Urges ‘Radical action before it is too late’

Nassau, Bahamas - With The Bahamas recognized as one of the most vulnerable countries on the planet to face dire consequences from rising seas that could swallow up to 80% of the land mass of the islands by the end of the century, a leading environmental consultant and attorney is calling for ‘immediate radical action’ to stem the tide of climate change.

“We no longer have the luxury of talking about the environment as if it is something to worry about in the future,” said Romi Ferreira, a regional expert and a director of environmental movement Save The Bays. “At the current rate of sea level rise, we stand to lose 80% of our country. And our leaders don’t get it. They are just paying lip service to it, talking about climate change while letting BEC continue to burn fossil fuels and allowing wetlands to be destroyed and disappear.”

An impassioned Ferreira, who worked in the energy sector for more than a decade prior to studying law, is taking his academic background, legal expertise and his wake-up call about the harsh realities of climate change to venues from talk radio to business forums. As moderator for the intensive one-day Bahamas Chamber of Commerce and Employers’ Confederation Energy Sector Security Forum at the British Colonial Hilton last week, he urged incentivizing renewables, including solar power, to replace fossil fuels at levels greater than the 30% named in pending legislation. And he noted that many of the Family Islands can be self-generating with renewables including solar, totally eliminating the need and expense of being supplied by the BEC plant at Clifton which the Deputy Prime Minister Philip ‘Brave’ Davis acknowledged at the same forum had been polluting Clifton Bay for 40 years.

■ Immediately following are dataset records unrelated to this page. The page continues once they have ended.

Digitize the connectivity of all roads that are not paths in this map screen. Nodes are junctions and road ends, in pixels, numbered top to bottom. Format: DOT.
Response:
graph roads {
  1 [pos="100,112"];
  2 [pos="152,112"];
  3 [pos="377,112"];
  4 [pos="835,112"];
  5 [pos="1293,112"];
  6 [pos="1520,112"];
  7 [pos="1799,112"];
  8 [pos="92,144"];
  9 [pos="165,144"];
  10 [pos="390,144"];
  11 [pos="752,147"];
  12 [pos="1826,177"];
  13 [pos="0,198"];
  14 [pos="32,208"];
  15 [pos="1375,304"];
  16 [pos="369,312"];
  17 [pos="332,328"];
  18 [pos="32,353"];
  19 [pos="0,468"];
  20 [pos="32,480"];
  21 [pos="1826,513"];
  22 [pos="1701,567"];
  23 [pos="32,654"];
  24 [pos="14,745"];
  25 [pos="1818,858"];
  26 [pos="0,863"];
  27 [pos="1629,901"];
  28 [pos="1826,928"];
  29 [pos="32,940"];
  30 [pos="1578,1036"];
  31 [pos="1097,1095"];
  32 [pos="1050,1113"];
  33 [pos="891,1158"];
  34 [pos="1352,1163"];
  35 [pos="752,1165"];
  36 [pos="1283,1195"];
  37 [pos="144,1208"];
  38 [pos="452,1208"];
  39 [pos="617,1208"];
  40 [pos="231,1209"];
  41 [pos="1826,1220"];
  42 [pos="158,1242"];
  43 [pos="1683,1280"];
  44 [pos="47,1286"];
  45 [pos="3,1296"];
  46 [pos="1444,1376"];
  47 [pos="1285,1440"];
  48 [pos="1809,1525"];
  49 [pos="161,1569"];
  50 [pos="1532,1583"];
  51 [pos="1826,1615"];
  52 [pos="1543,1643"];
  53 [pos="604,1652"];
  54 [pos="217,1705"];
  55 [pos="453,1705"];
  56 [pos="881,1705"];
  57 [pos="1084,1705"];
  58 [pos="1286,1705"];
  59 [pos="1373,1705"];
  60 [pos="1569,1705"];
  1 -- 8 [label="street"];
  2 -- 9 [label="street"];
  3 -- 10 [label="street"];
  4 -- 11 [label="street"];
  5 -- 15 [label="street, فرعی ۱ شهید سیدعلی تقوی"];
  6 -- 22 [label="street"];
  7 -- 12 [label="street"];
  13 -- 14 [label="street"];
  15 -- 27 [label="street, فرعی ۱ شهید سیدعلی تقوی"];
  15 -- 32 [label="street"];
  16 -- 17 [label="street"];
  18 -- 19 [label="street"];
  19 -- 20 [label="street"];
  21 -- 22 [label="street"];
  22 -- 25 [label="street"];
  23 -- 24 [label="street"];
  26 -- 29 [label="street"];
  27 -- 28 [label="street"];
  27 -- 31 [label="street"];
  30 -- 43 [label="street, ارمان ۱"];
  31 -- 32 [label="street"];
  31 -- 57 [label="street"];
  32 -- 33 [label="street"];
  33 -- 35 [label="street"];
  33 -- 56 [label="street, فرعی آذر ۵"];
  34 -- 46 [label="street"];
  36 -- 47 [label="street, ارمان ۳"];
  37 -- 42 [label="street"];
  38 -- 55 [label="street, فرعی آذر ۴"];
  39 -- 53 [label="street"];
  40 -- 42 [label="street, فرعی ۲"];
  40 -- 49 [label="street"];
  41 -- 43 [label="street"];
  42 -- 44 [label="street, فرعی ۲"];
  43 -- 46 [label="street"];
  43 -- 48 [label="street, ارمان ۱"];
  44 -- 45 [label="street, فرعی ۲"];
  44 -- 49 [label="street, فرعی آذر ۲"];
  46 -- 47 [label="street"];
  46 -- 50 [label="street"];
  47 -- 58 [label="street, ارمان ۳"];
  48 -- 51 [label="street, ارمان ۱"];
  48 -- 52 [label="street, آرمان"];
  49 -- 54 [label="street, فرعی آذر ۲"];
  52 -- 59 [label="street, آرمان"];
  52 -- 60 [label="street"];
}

On a recent radio show, Ferreira said nothing posed as much danger to the future of The Bahamas as the threat of climate change, a gradual warming of the seas that causes ice caps to melt and the sea to rise, creating fewer but far more powerful hurricanes that can form in the middle of the ocean and barrel toward populated areas with little warning, harm marine and wildlife, cause surges and if unchecked, lead to flooding and the swallowing of islands.

“Climate change is the granddaddy of all risks,” Ferreira told listeners to Let’s Talk Live with host Carlton Smith on November 27.

“The UN cites our country as one that has the most to lose – that’s 80% of our land mass,” he said, noting that despite warning signs rushing at The Bahamas fast and furiously, little has changed. BEC continues to burn fossil fuels using, he said, more than 60% of its revenue for purchasing those fuels while it continues to distribute to small settlements in islands like Acklins and Andros that could easily be self-sustaining with renewables.

“The way we prepare for hurricanes has also not changed,” he told the radio audience. “The reasons we have not seen that type of change is there has not been a generational change in leadership.”

Lack of action, Ferreira said, will result in a Bahamas for our grandchildren that looks very little like the Bahamas we know today. But action takes new and courageous leadership, he believes, that looks at old problems with new eyes and is not afraid of change.

“There must now appear a group of Bahamians who are prepared to challenge the status quo. In the last 60 years, there has been little change in the governance of The Bahamas,” he said. “This is that pivotal moment in our evolution, true change must be a matter of the heart. The leadership must want to see the people prosper. Climate change is real. We must take radical action now before it is too late.”

As a director of Save The Bays, Ferreira is part of a legal team that continues to hold government accountable for actions impacting the environment and transparency. The organization with nearly 9,000 Facebook friends and followers has called for a strong Freedom of Information Act, an end to unregulated development, accountability for oil pollution and has said repeatedly that it welcomes development that is done in an environmentally conscious manner.